Bruce McCaskey That's not I-70... that's Hwy 82. It's runs south 40 miles from I-70 at Glenwood Springs down through Carbondale, El Jebel and Basalt to Aspen, then on up over Independence Pass. I lived in Aspen from 79-83 -- life in the fast lane with the rich and famous; surely can make you lose your mind.
They're just excited they landed. How do you know how long they've been flying for? If the pilots had a problem, they could've closed the door, it sounded like it was open..
I remember the first time I saw the sheer number of executive jets parked cheek to jowl at Aspen, I turned from a Republican to a Marxist-Leninist for about 15 minutes. That kind of excess made me ready to start singing the Internationale and dedicating myself to focussing the proletariat’s inherent class grievances into a coherent program of revolutionary action. Then I went skiing and forgot about it.
Mario, the rich LIBERALs are the ones taking the jets to Aspen, and Davos, and Palermo, 116 executive jets on the ramp, for a Climate Change conference.
Very nice. I had a friend, almost 20 years ago. He was from Afghanistan, and had been the personal pilot of the Afghan president, before the Al Quada kicked him and the Russians out. He was a 747 captain, had spent a couple of years learning to fly in America. I asked him what the toughest & most dangerous airport in the world was. He though about that for a few seconds, then said the second worst, was probably Kabul, because not only was it at the bottom of landscape like a funnel, that you had to spiral into and out of, but you had to watch for shoulder fired SAMs, and (chop all power) and duck if & when necessary. But the worst airport in the world, he told me, was Aspen. ? Seems it is high altitude, there's common icing conditions, there are surrounding hills, there's one way in and out, and there are lots of owner-pilots who show up in their Pipers and their LearJets, and sometimes they do what ATC tells them, and sometimes they don't... It was Michael's opinion, having done both, that he'd rather spiral down into or up out of Kabul, in a 747, watching for smoke from a Stinger, than fly into Aspen and wonder which cowboy in a LearJet of a Gulfstream, was going to argue with ATC and then simply do what he wanted to do anyway....
They should’ve done a go around for sterile cockpit violation and charged the family for the fuel. They may be rich, but they might not be “that” rich.
Yeah but one problem is they could hire an attorney to sue and since they are rich, they could afford a lawyer that would say that they were not in the flight deck at the time so the sterile cockpit rule wouldn’t apply to them. Lol I’m just playing some devil’s advocate they were still super annoying Hahahaha
@@christopherfischer6998 If the flight crew can't handle all hell breaking loose in the cockpit, they need to score some hours in a jump plane. You get about 4000agl then pull the power back and go "ah shit."
I've been in here 30+ times in two different types, and have NEVER set off the EGPWS... Offset to the right over the road visually or stay on the path.

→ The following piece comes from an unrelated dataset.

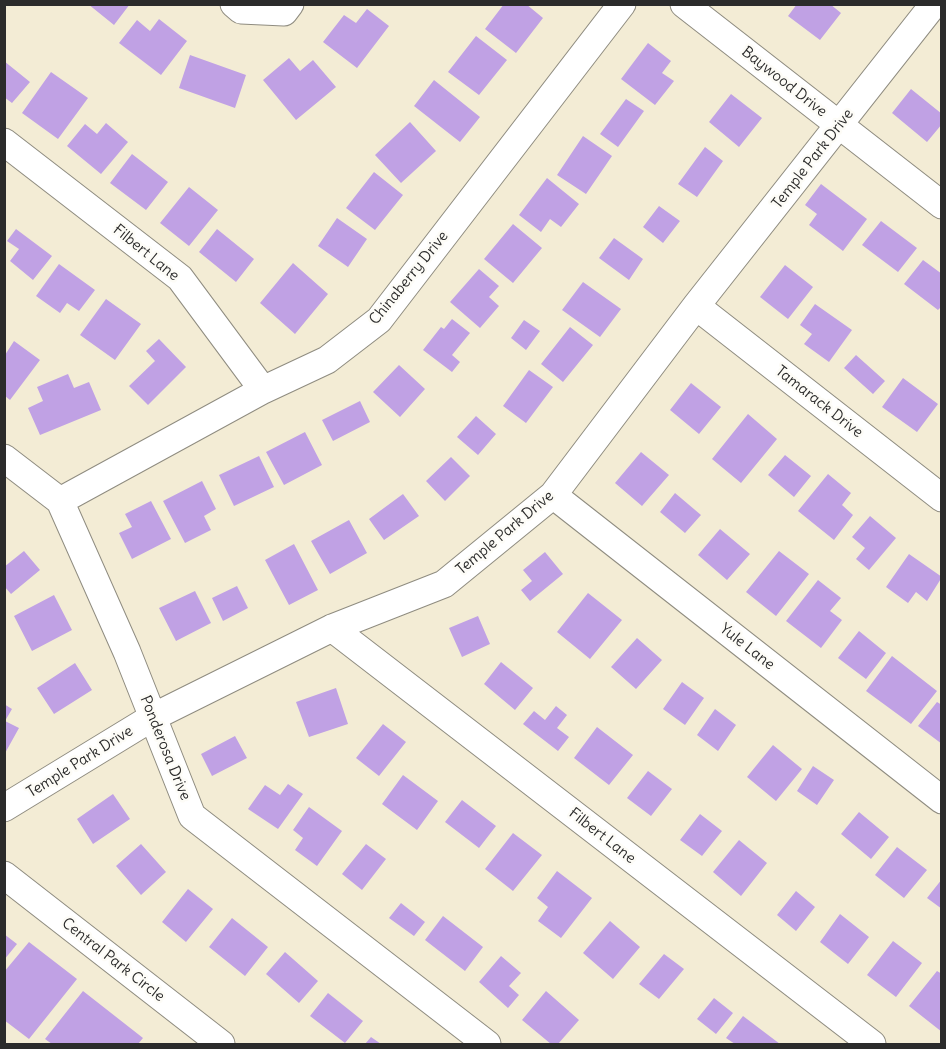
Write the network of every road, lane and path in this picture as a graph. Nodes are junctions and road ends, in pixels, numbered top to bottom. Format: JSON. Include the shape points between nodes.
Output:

I don't understand how this was not brought up yet?! Maybe that's why Flight Safety wants to use this for training? Hmmm
You don't have to be rich to take private jet somewhere. You can get 4-5 people to pitch in a few hundred bucks (depending on mileage) and charter a small jet. I think you could charter a jet from OC to Las Vegas for about 2-3k a few years ago.
And the tax code makes wealthy people spend money or face confiscatory rates if they don't spend a given amount. Why should government determine what you do with your money? The government hates competition in that sense. May as well make the most of it!
I use to live in woody creek and fly a Lear Jet back then. John Denver lived there and I would see him occasionally...sad about his death, but he didn't know how to switch fuel tanks on his experimental aircraft and drowned in California. Sad. The FAA tried to violate us once for a late landing after curlew but we had it on the ATC tapes that we landed two minutes before curfew. I later flew jumbo jet worldwide...retired in Florida.